My daemon app keeps terminating and i'm trying to figure out why and
where. I have a good idea tho. I'm using a push - pop FIFO system for
log messages. I have a syslog message after the push and after the pop
function and see both appearingh all the time and hence i think that
both, push() and pop() works fine. However, the messages get popped
off in a thread from where i send the data off. I'm using following
code:
pthread_mutex_lock(&log_mtx);
Qstr=pop(&msglist, &locLen);
syslog(LOG_ERR, "DUBUG: popped succesfully!");
strncpy(res,Qstr,LOG_BUF_SIZE);
res[LOG_BUF_SIZE]='\0';
strcat(res,"\n");
pthread_mutex_unlock(&log_mtx);
if (log_sock>-1) {
sndlen=strlen(res);
reclen=send(log_sock, res, sndlen, 0);
if (reclen != sndlen) {
if (reclen==-1){
syslog(LOG_ERR, "nlog: send failed...,errno: %s!", strerror
( errno ));
}
syslog(LOG_ERR, "nlog: \"%s\" not sent, strlen(%d) - sent %d",res,
sndlen, reclen);
}
else {
syslog(LOG_ERR, "DEBUG: sent okay, receive ack");
The last message I see in syslog before my app crashes is "DUBUG:
popped succesfully!"
Now the declaration of those variables are as follows:
char res[LOG_BUF_SIZE+2]={0};
char *Qstr;
int locLen;
int sndlen;
while msglist is from type char** and QLen from type int and declared
globally.
LOG_BUF_SIZE is a define and set to 512.
Does anyone have a clue where my app is terminating and or should i be
looking somewhere else all together? The system worked fine before i
implemented this new FIFO system...
Thanks for hints and suggestions!
Ron
Based on the information you've given, I'd suspect that pop() was
returning an invalid pointer or NULL...? Maybe you could log the value
of Qstr just to be sure. (The crash could absolutely be elsewhere,
though.)
Can you get a core dump? If you, you might be able to bring it up in a
debugger and have it show you exactly the line it's crashing on:
http://beej.us/guide/bggdb/#coredump
-Beej
I'd check the return value of pop. Is it a reasonable pointer? NULL?

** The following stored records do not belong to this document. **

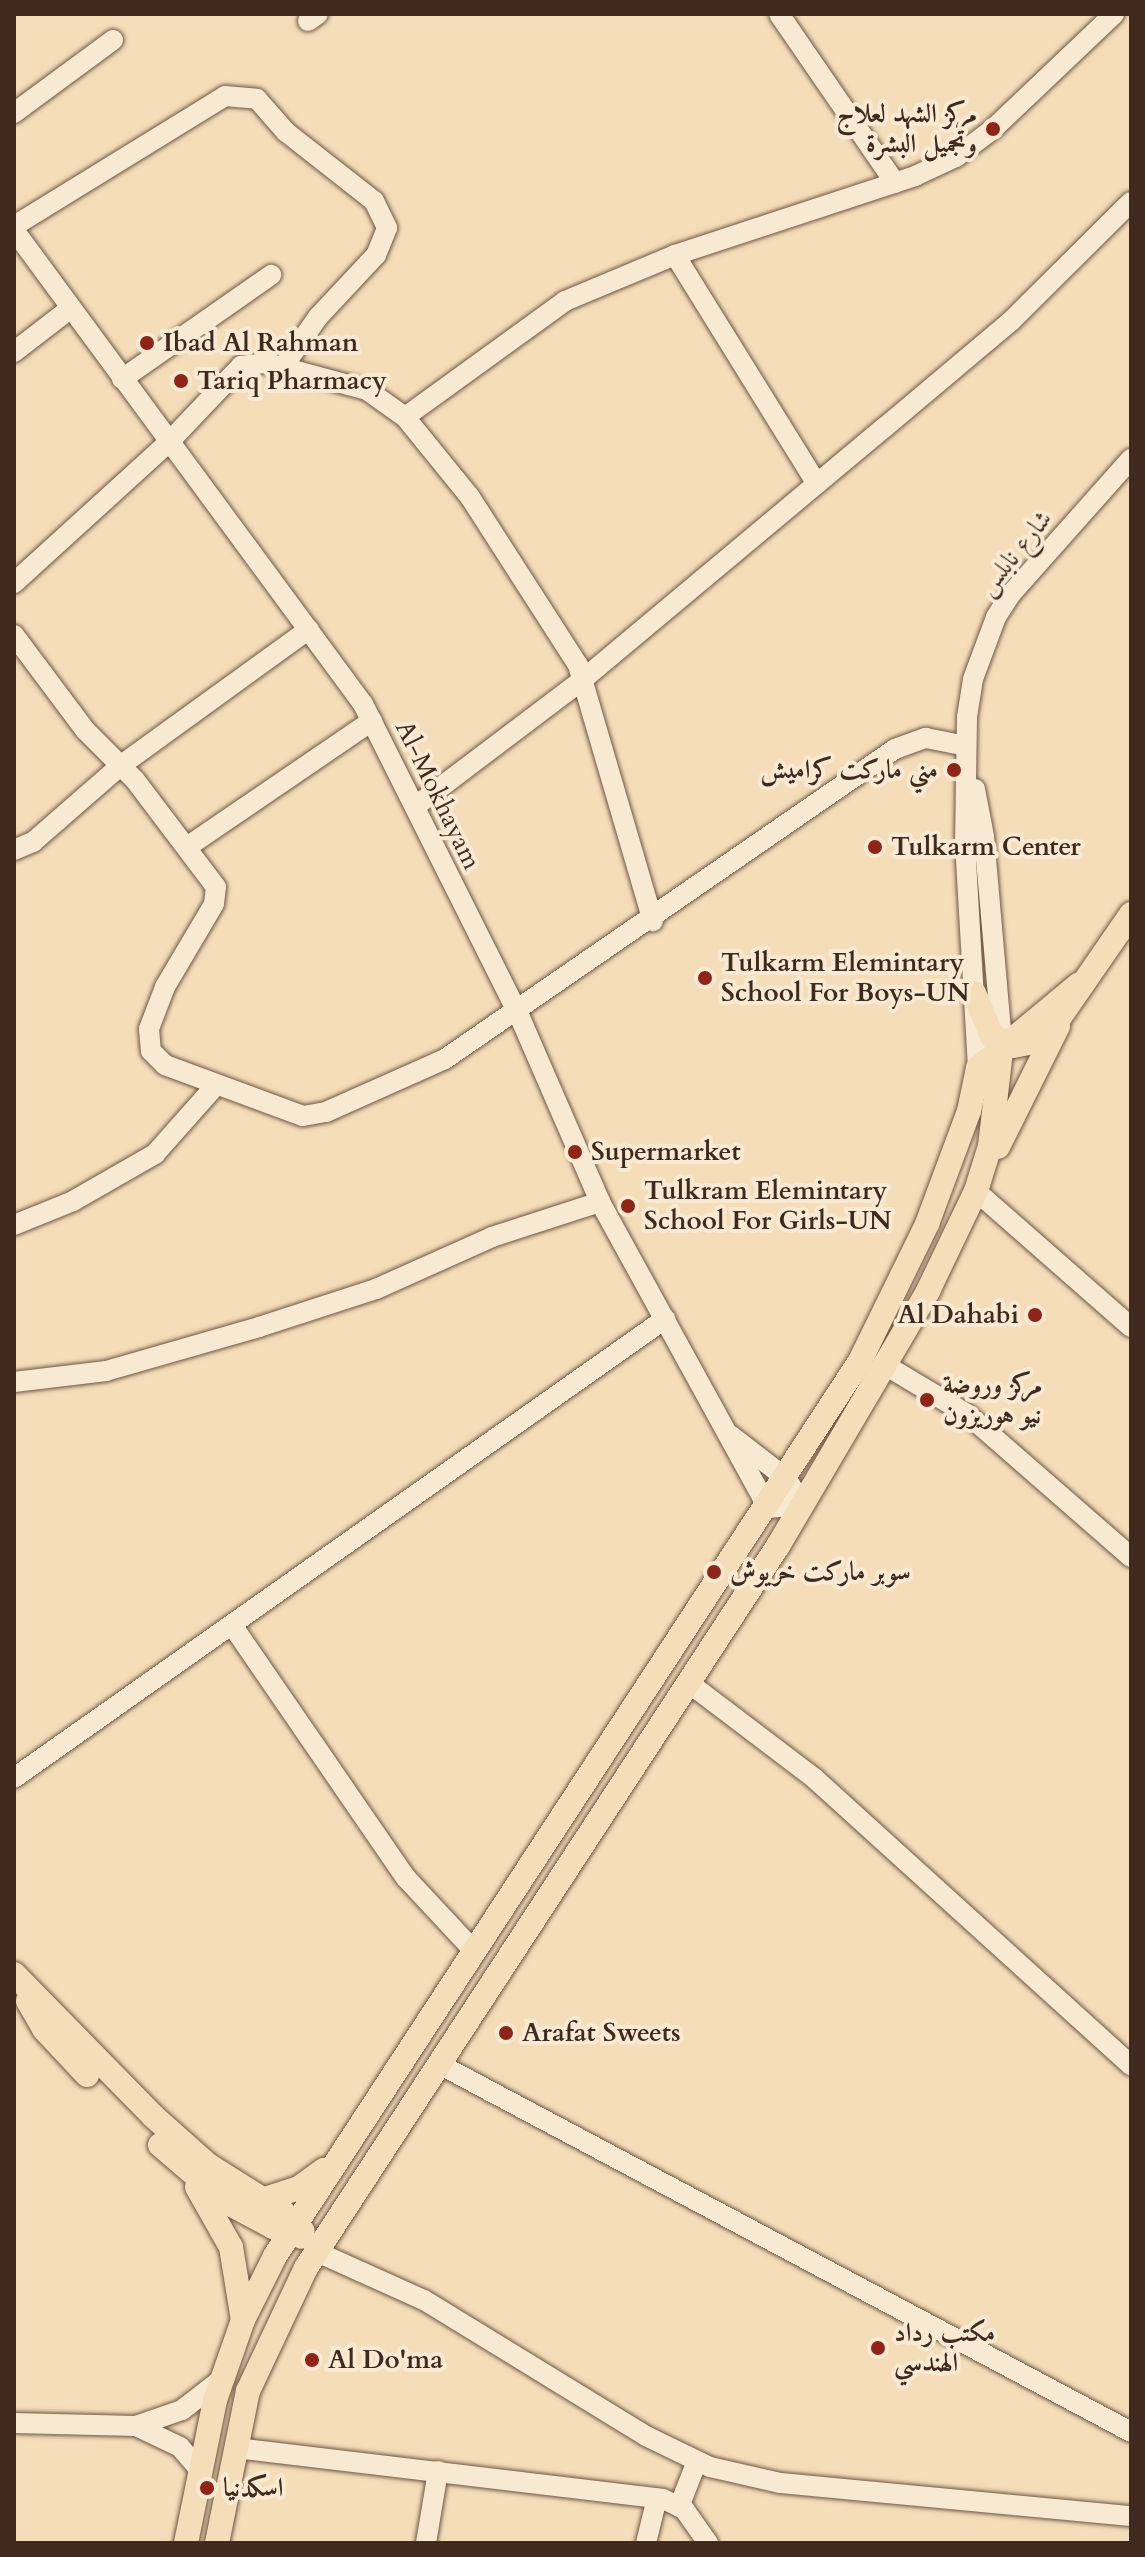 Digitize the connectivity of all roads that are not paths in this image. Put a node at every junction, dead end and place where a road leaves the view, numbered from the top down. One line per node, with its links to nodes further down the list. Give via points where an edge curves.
1 (779, 14): 5 (street)
2 (1114, 14): 5 (street, via 975,144 936,168)
3 (113, 40): 4 (street)
4 (14, 113)
5 (895, 183): 8 (street)
6 (1131, 202): 17 (street, via 1011,321)
7 (14, 228): 10 (street, Al-Mokhayam); 12 (street, via 225,96 247,94 257,99 286,132 374,201 387,228 376,255 318,317)
8 (675, 255): 14 (street, via 565,301); 17 (street)
9 (271, 275): 13 (street)
10 (71, 308): 11 (street); 13 (street, Al-Mokhayam)
11 (14, 352)
12 (283, 367): 14 (street, via 367,390); 15 (street, via 252,363 233,371)
13 (122, 379): 15 (street, Al-Mokhayam)
14 (405, 417): 21 (street, via 470,497)
15 (169, 442): 18 (street); 19 (street, Al-Mokhayam)
16 (1131, 459): 23 (street, شارع نابلس, via 996,617 973,679)
17 (817, 484): 21 (street)
18 (14, 583)
19 (309, 629): 22 (street, Al-Mokhayam); 24 (street)
20 (14, 635): 24 (street, via 85,730)
21 (586, 671): 25 (street); 29 (street)
22 (372, 721): 25 (street, Al-Mokhayam); 26 (street)
23 (966, 746): 29 (street, via 926,738 895,749); 31 (street); 33 (street, via 984,836)
24 (120, 766): 26 (street); 27 (street, via 33,842)
25 (417, 805): 32 (street, Al-Mokhayam)
26 (187, 847): 35 (street, via 212,879 216,895 165,987 148,1040 165,1065)
27 (14, 850)
28 (1131, 914): 30 (main road)
29 (653, 921): 32 (street)
30 (1079, 984): 33 (main road, via 1045,1033 1023,1047); 36 (main road)
31 (974, 993): 33 (main road, via 987,1028); 34 (street)
32 (518, 1013): 35 (street, via 445,1059 314,1115 290,1113); 37 (street, Al-Mokhayam)
33 (1002, 1043): 34 (main road); 36 (main road, via 998,1102)
34 (978, 1068): 44 (main road, via 969,1111 895,1298)
35 (216, 1085): 38 (street, via 155,1154 73,1201)
36 (976, 1191): 40 (street); 41 (main road)
37 (600, 1202): 39 (street, Al-Mokhayam); 42 (street, via 492,1237 376,1289 259,1327 106,1371)
38 (14, 1225)
39 (665, 1319): 43 (street, Al-Mokhayam); 48 (street)
40 (1131, 1327)
41 (885, 1365): 45 (main road); 47 (street, via 967,1414)
42 (14, 1382)
43 (730, 1435): 44 (street); 46 (street, Al-Mokhayam)
44 (787, 1479): 45 (street); 46 (main road)
45 (803, 1505): 46 (street); 49 (main road)
46 (768, 1508): 51 (main road)
47 (1131, 1557)
48 (232, 1625): 50 (street); 51 (street, via 406,1878)
49 (689, 1683): 53 (main road); 54 (street, via 814,1778)
50 (14, 1778)
51 (475, 1952): 55 (main road)
52 (14, 1976): 56 (main road, via 44,2029); 57 (main road, via 186,2147)
53 (439, 2064): 58 (main road); 66 (street)
54 (1131, 2065)
55 (338, 2158): 57 (main road, via 299,2188); 59 (main road)
56 (185, 2168): 59 (main road, via 228,2203); 62 (main road, via 231,2247)
57 (262, 2200): 59 (main road)
58 (337, 2220): 59 (main road); 60 (main road)
59 (295, 2229): 61 (main road); 62 (main road)
60 (317, 2252): 61 (main road); 68 (street, via 424,2300 633,2429)
61 (298, 2283): 67 (main road, via 248,2391)
62 (243, 2320): 63 (main road)
63 (222, 2379): 65 (street, via 182,2410); 69 (main road)
64 (14, 2423): 65 (street)
65 (136, 2426): 69 (street, via 180,2447)
66 (1131, 2432)
67 (236, 2448): 70 (street); 75 (main road)
68 (697, 2461): 72 (street); 73 (street, via 780,2483)
69 (201, 2471): 74 (main road)
70 (438, 2471): 71 (street); 76 (street)
71 (657, 2498): 72 (street); 77 (street)
72 (679, 2507): 78 (street)
73 (1131, 2516)
74 (186, 2543)
75 (217, 2543)
76 (426, 2543)
77 (646, 2543)
78 (708, 2543)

If that doesn't solve it, I'd try tools, like valgrind. Or running in
a debugger, or enabling cores.
-David
Yep as Beej had suggested, I included a check for NULL:
if (Qstr!=NULL)
syslog(LOG_ERR, "DUBUG: popped succesfully!");
else {
syslog(LOG_ERR, "DUBUG: popped not succesful!");
break;
}
>
> If that doesn't solve it, I'd try tools, like valgrind. Or running in
> a debugger, or enabling cores.
will try to use valgrind - don't know if it will run on my embedded
platform tho...
Debugger unfortunately will not be an option.... enabling cores - what
do you mean?
Thanks!
Ron
I just compiled valgrind on our dev system but no way i'll be able to
copy it onto our target system as the /opt/valgrind-3.2.3 directory is
81MB big... :(... ah, i'm getting desperate.... what can i do?
Other hints, recommodations and suggestions are highly appreciated!
Thanks!
Ron
The threading stuff will be rough, and I can't help much with it.
The first thing I'd do, honestly, would be to run the app in a debugger.
If you can get gdb or the equivalent on your target, then you should be able
to find out where it's crashing and in which thread.
-s
--
Copyright 2010, all wrongs reversed. Peter Seebach / usenet...@seebs.net
http://www.seebs.net/log/ <-- lawsuits, religion, and funny pictures
http://en.wikipedia.org/wiki/Fair_Game_(Scientology) <-- get educated!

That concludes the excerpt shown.